◆ YOUR INSTRUCTIONS
Your answer should be one number: the count of lines below that contain "九水西路".

(RECORDS FOR THE TASK)

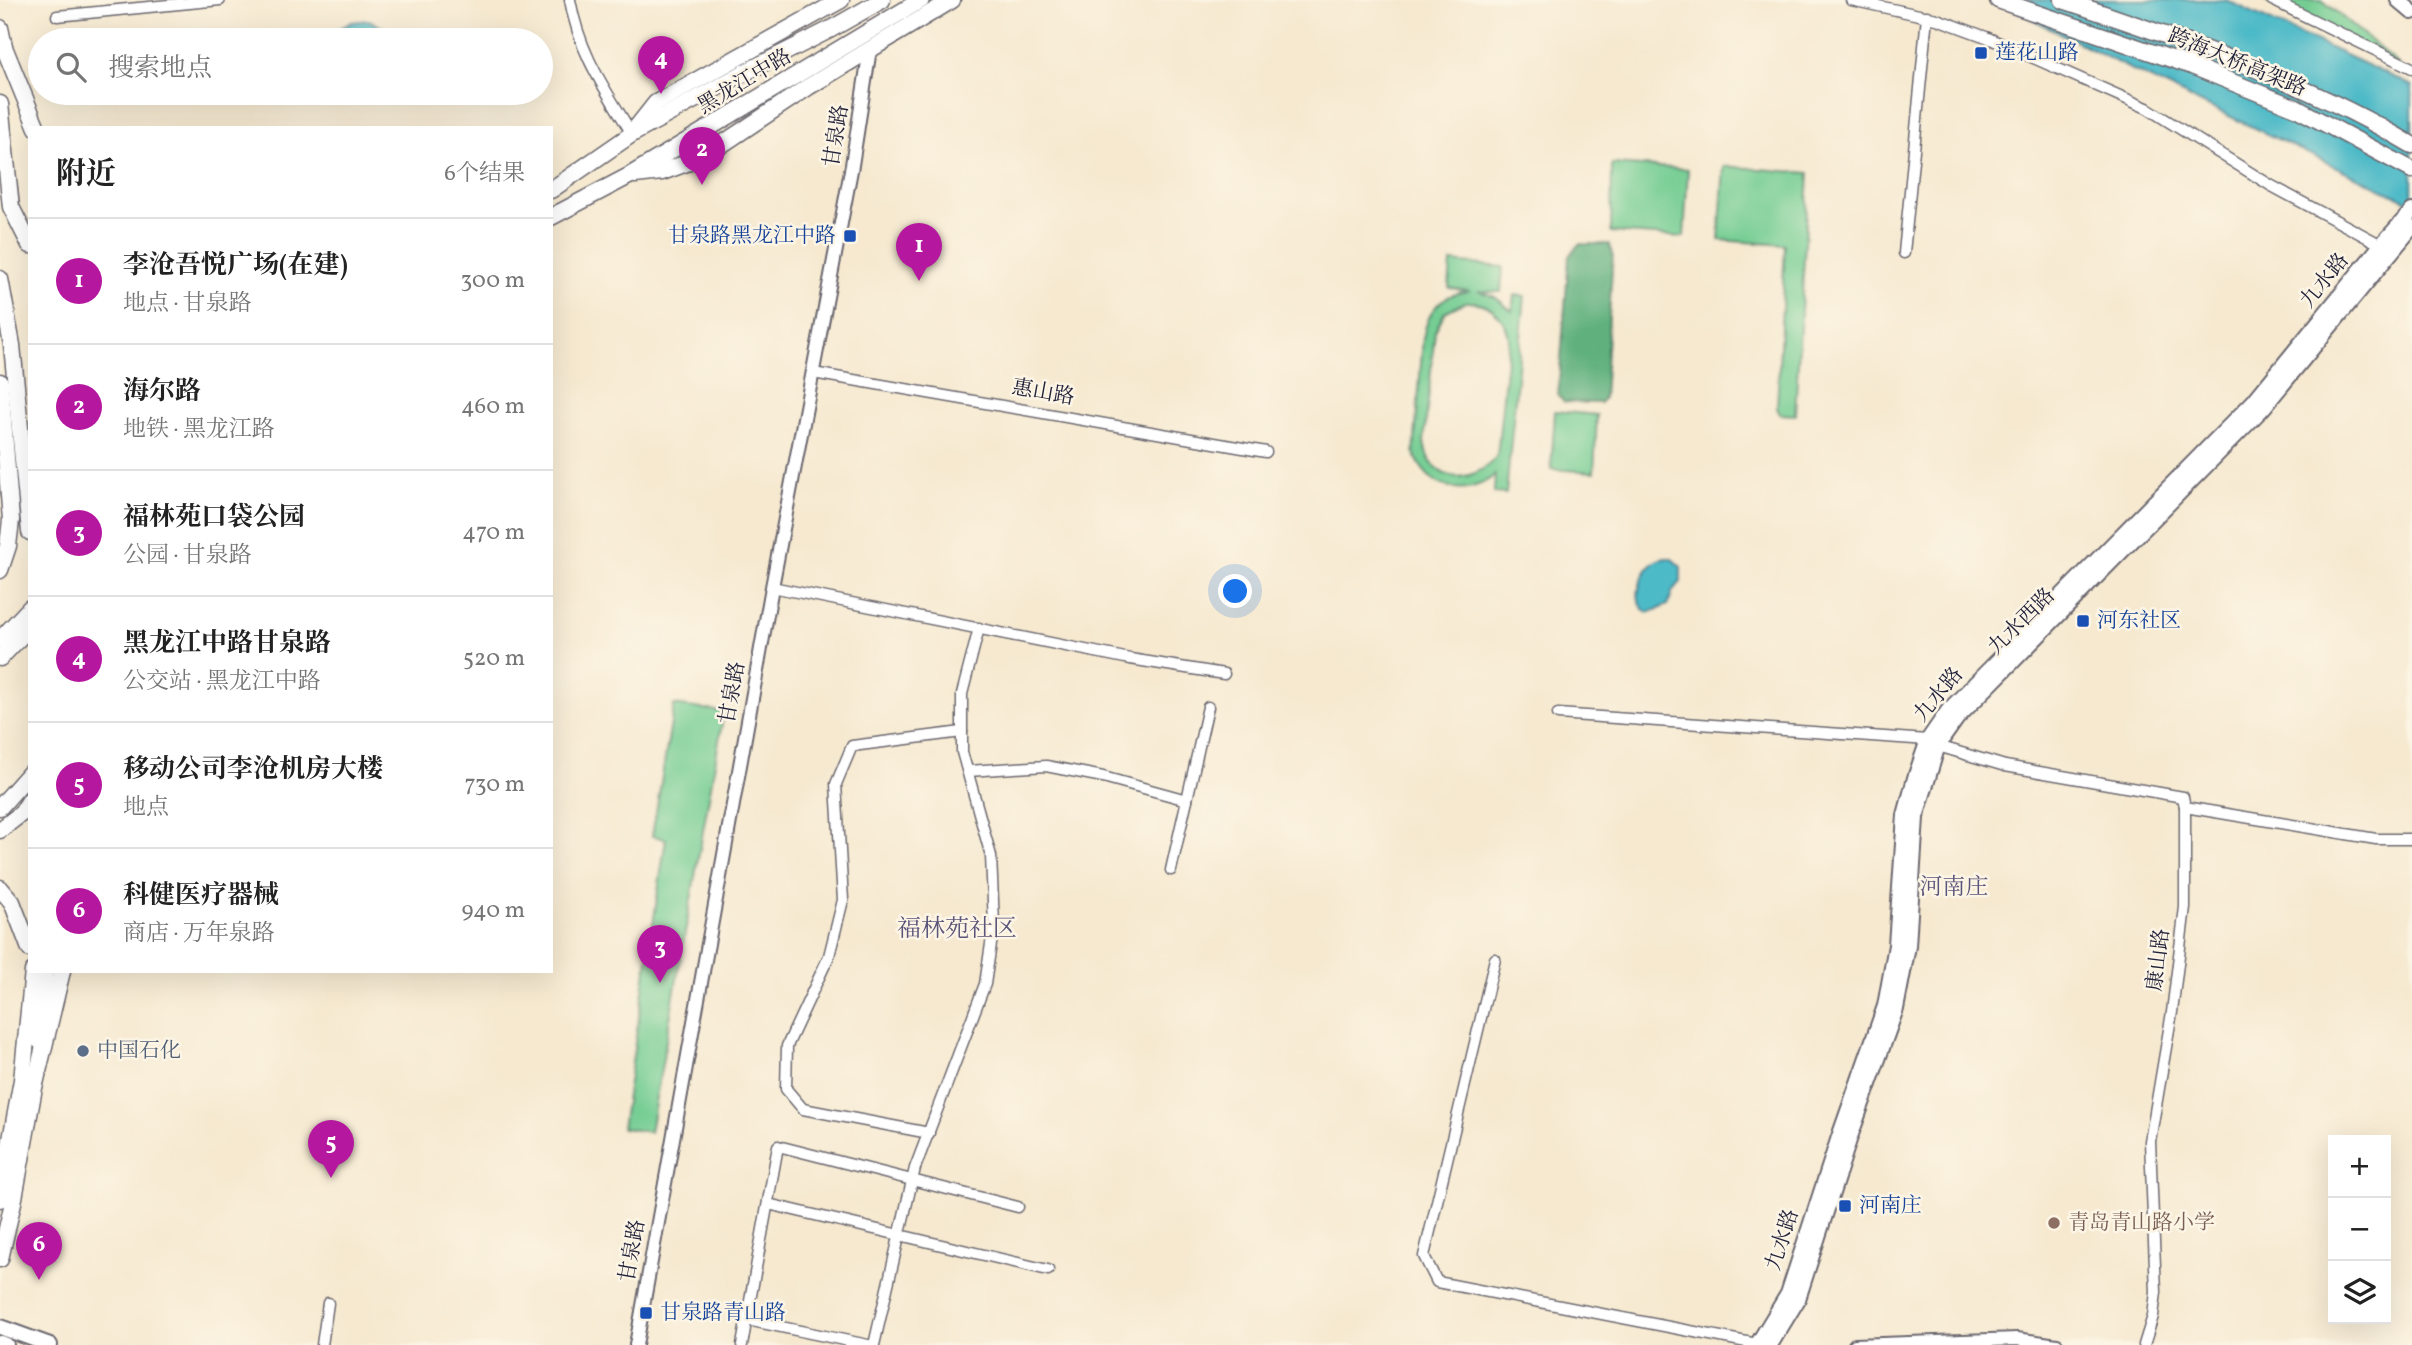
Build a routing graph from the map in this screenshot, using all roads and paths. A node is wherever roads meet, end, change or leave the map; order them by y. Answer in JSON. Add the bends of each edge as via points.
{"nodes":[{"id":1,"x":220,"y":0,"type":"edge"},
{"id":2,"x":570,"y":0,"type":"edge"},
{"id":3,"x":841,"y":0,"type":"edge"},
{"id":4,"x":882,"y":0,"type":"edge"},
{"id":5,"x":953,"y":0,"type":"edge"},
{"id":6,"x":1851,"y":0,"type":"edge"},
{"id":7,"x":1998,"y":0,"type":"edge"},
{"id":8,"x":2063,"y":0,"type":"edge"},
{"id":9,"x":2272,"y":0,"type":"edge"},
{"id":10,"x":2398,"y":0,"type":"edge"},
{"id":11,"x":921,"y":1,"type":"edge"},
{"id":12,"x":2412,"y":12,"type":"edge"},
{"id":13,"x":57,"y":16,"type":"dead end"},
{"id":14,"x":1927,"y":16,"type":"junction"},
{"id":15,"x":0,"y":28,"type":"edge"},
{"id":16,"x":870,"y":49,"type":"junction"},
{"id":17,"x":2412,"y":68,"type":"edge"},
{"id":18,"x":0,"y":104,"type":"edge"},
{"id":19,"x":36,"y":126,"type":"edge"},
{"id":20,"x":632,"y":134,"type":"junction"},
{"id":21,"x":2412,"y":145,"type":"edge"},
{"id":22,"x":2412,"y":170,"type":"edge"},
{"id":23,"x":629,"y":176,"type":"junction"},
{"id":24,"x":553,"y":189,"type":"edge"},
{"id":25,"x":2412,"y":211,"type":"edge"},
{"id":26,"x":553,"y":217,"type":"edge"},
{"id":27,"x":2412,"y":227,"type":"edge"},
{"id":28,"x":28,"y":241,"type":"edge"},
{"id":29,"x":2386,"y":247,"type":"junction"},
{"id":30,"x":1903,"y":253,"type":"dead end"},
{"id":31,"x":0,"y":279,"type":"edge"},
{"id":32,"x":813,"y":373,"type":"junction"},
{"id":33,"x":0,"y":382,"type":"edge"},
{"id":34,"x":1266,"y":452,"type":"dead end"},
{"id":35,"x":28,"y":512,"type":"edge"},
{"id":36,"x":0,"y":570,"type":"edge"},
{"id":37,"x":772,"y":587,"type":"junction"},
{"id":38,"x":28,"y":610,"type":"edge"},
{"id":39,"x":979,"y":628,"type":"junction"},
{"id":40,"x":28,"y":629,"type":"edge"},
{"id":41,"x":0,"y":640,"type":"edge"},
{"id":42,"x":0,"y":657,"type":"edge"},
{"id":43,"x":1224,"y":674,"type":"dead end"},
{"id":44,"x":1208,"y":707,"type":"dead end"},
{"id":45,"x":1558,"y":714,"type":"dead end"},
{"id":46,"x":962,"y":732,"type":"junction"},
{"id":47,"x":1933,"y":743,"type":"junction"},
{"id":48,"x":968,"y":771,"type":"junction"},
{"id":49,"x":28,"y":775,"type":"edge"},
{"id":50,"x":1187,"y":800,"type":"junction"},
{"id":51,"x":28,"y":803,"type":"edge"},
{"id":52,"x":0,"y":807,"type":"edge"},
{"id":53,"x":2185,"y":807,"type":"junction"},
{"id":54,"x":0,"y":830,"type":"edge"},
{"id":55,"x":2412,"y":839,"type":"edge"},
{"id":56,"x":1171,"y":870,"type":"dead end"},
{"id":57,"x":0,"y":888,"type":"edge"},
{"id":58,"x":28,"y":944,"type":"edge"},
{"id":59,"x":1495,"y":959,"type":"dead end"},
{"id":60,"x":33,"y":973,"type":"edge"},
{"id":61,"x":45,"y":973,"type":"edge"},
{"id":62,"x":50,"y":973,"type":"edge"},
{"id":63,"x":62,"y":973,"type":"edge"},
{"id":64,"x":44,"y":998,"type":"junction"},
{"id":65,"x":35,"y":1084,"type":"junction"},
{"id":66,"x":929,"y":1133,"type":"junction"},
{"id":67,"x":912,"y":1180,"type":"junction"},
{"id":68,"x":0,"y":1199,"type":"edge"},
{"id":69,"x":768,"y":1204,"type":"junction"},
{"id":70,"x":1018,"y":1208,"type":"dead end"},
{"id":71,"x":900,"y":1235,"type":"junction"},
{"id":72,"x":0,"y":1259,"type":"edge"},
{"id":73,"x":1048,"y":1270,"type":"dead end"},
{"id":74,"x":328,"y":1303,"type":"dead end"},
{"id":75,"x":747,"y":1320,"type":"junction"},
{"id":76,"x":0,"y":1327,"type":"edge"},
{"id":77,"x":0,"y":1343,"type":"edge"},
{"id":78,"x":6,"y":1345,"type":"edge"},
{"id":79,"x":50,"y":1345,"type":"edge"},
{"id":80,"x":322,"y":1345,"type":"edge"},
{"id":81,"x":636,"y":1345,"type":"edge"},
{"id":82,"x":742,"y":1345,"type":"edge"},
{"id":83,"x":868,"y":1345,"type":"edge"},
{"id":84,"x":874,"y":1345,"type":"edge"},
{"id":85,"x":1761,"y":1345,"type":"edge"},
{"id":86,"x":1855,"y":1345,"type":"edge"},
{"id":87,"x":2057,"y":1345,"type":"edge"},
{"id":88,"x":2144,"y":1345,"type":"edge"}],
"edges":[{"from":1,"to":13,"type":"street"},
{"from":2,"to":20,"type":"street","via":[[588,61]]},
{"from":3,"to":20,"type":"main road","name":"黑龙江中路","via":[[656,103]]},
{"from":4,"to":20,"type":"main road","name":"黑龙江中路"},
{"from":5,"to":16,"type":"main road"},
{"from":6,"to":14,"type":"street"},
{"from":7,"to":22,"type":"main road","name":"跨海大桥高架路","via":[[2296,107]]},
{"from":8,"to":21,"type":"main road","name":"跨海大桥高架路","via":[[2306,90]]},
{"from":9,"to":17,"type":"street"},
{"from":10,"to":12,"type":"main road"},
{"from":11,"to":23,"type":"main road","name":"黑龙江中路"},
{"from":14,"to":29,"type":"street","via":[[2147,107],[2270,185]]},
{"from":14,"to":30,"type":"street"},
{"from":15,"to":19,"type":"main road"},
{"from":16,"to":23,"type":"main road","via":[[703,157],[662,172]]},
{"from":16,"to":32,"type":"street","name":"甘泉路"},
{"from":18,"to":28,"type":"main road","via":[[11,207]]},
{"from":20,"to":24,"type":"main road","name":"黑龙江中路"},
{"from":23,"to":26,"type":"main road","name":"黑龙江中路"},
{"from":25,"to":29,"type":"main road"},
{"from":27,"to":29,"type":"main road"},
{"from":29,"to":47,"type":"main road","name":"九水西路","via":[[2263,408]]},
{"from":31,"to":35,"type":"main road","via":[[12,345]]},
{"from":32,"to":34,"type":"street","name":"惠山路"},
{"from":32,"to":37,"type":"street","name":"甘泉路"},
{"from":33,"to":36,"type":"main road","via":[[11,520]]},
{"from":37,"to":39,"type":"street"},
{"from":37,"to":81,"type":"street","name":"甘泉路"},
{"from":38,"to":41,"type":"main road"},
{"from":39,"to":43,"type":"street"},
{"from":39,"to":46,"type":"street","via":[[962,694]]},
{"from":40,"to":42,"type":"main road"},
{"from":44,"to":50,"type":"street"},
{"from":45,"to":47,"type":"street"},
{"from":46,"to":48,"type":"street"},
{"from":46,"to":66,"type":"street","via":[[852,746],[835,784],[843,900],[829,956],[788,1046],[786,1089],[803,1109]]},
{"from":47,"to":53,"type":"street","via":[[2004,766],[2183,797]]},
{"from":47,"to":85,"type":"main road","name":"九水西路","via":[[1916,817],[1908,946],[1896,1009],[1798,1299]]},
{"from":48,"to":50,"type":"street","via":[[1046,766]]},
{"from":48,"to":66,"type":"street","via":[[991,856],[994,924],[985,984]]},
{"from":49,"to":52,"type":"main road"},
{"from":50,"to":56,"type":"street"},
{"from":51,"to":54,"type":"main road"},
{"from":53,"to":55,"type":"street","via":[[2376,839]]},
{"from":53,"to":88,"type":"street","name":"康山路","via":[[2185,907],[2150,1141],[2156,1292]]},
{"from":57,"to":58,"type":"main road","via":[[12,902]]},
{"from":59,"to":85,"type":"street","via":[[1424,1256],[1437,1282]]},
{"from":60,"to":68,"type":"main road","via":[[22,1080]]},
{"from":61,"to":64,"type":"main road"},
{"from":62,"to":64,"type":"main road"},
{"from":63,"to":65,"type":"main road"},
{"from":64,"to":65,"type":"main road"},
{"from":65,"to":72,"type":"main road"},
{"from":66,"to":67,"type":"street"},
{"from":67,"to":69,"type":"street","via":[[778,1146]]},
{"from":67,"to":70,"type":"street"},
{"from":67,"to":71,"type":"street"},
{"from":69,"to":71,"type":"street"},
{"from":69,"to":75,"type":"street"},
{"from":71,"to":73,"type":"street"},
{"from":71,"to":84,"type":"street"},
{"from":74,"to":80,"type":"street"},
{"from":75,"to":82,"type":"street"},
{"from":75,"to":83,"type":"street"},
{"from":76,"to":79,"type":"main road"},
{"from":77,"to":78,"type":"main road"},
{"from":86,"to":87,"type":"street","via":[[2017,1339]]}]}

(End RECORDS FOR THE TASK)

◆ YOUR RESPONSE
2